Sudah saatya praktisi public relations (PR) berkolaborasi membangun komunikasi yang harmonis dan kontribusi nyata untuk meminimalisasi potensi krisis sosial.
JAKARTA, PRINDONESIA.CO - Seperti yang lain, Marsha pun mengidamkan adanya kolaborasi antarpraktisi PR untuk bersama-sama berkontribusi. Agar kolaborasi bisa berjalan efektif, langkah pertama adalah harus adanya kepemimpinan. Selanjutnya, tiap insan PR mau melepaskan egosektoral. Mulailah dari data, petakan akar masalahnya, buat daftar apa yang harus dilakukan. Lalu, buat road map mengenai tema yang harus dikomunikasikan, susun strateginya. “Jangan mulai dari taktik dan jangan berhenti di gimmick,” pesannya.
Sementara bagi President Director IPM PR Maria Wongsonagoro secara tertulis kepada PR INDONESIA, Rabu (18/9/2019), yang diperlukan untuk meminimalisasi isu disharmonisasi adalah Tim Komunikasi Nasional. Atau, biasa kita disebut sebagai Badan Komunikasi Strategi Nasional.
Lembaga inilah yang nantinya akan menjalankan sistem dan prosedur manajemen isu. Mulai dari meletakkan suatu early warning system atau sistem peringatan dini yang mencakup seluruh pelosok tanah air, menganalisis isu disharmonisasi yang tengah berkembang, memetakan stakeholders terkait, memahami persepsi masing-masing kelompok. Hingga, menghasilkan sebuah strategi komunikasi berskala nasional. “Keberadaannya sebagai penggerak seluruh elemen negara. Ibarat sebuah orkestra, harus ada dirigennya,” katanya.

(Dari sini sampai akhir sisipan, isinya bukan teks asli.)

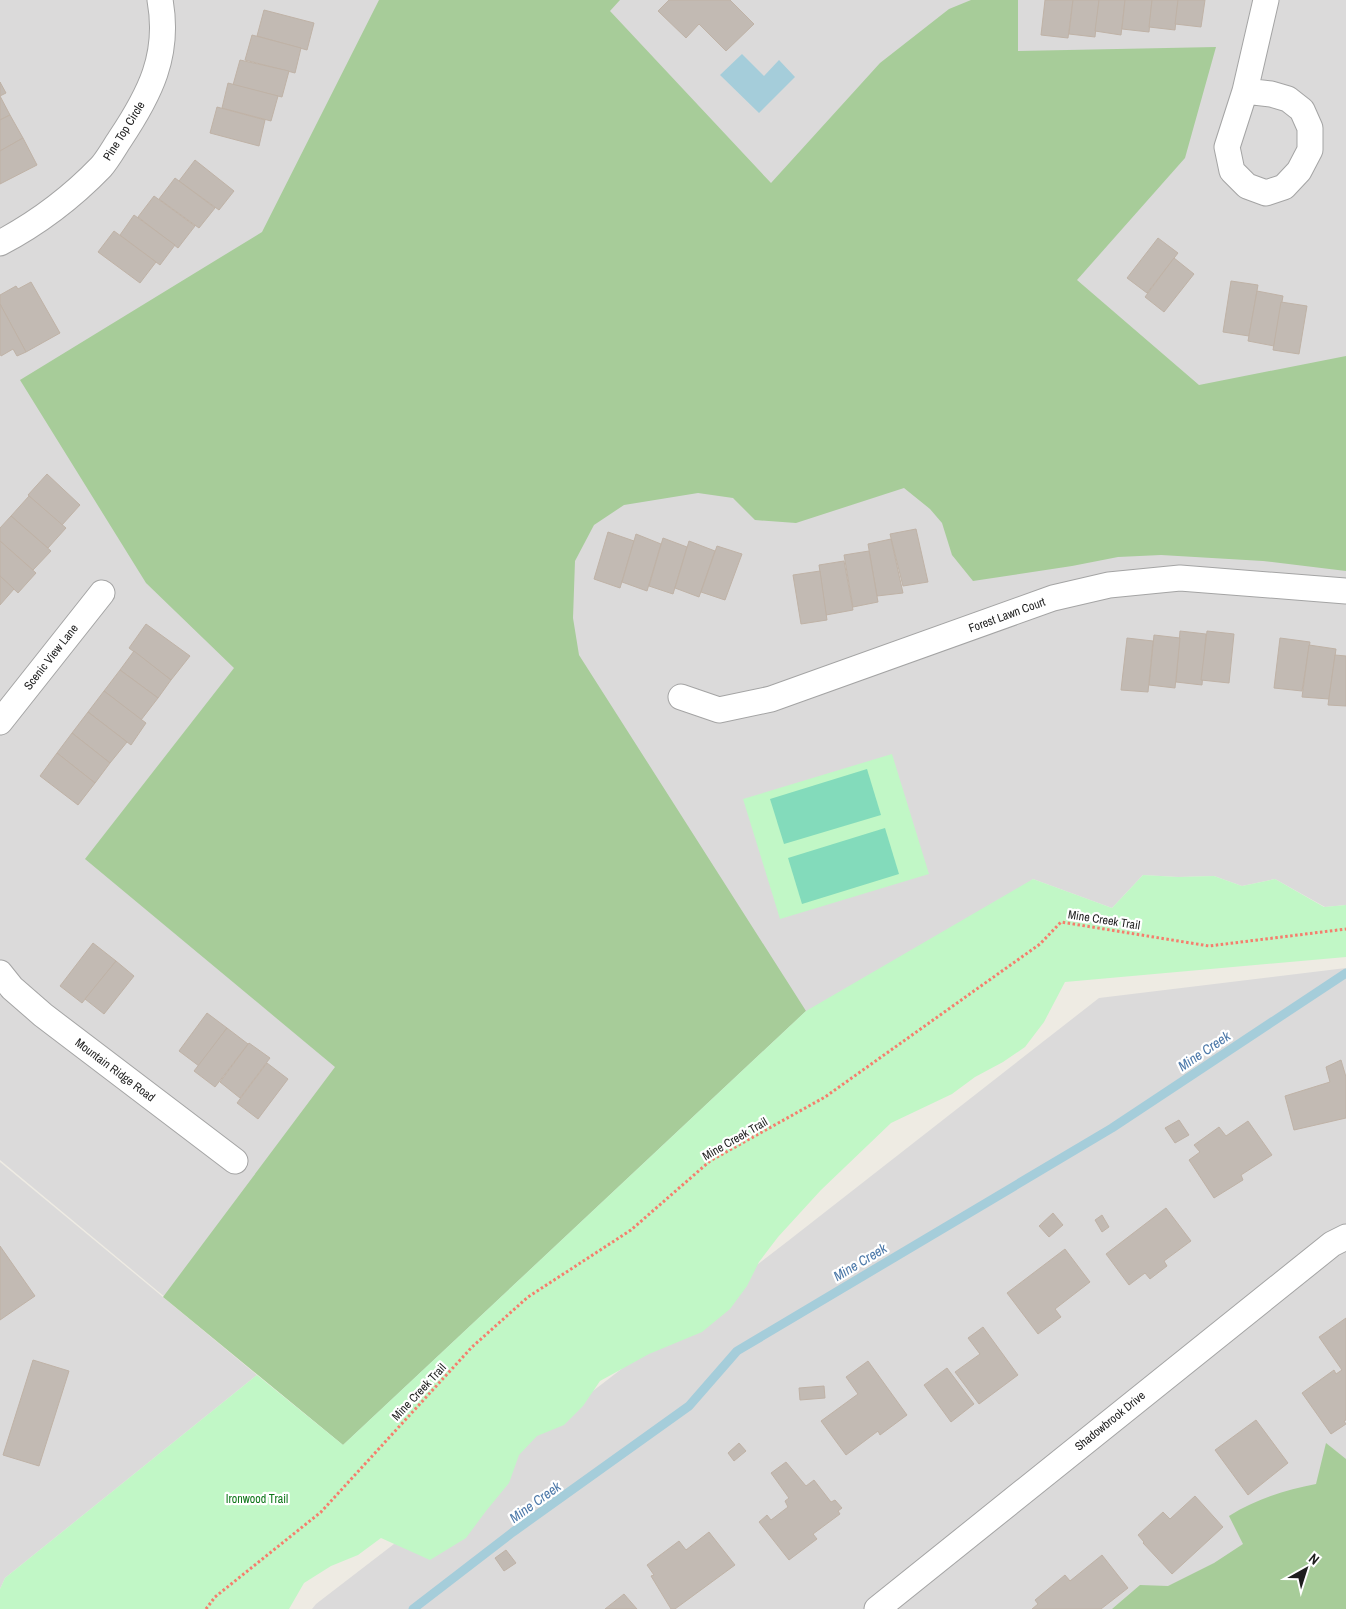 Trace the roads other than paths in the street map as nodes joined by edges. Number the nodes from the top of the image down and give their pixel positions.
1 (160, 0) edge
2 (1266, 0) edge
3 (1245, 91) dead end
4 (0, 243) edge
5 (1346, 591) edge
6 (102, 593) dead end
7 (681, 697) dead end
8 (0, 722) edge
9 (0, 973) edge
10 (235, 1161) dead end
11 (1346, 1237) edge
12 (877, 1609) edge

1 - 4 street, Pine Top Circle
2 - 3 street
5 - 7 street, Forest Lawn Court
6 - 8 street, Scenic View Lane
9 - 10 street, Mountain Ridge Road
11 - 12 street, Shadowbrook Drive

Tim ini alangkah baiknya jika diisi oleh para ahli dari berbagai bidang seperti ekonomi, sosial, budaya, dan politik—dan diperkuat dengan keberadaan tim inti yang terdiri dari para praktisi komunikasi senior sebagai communications lead. Dia bertanggung jawab mengurai potensi munculnya ego sektoral antarinstansi pemerintah.
Harmoni sosial ini, sambung Maria, harus terkandung dalam program komunikasi perusahaan/organisasi. Tujuannya, untuk menciptakan hubungan serasi antara perusahaan dengan stakeholders. Literasi serupa tentang harmoni sosial juga harus dilakukan kepada masyarakat. (rtn)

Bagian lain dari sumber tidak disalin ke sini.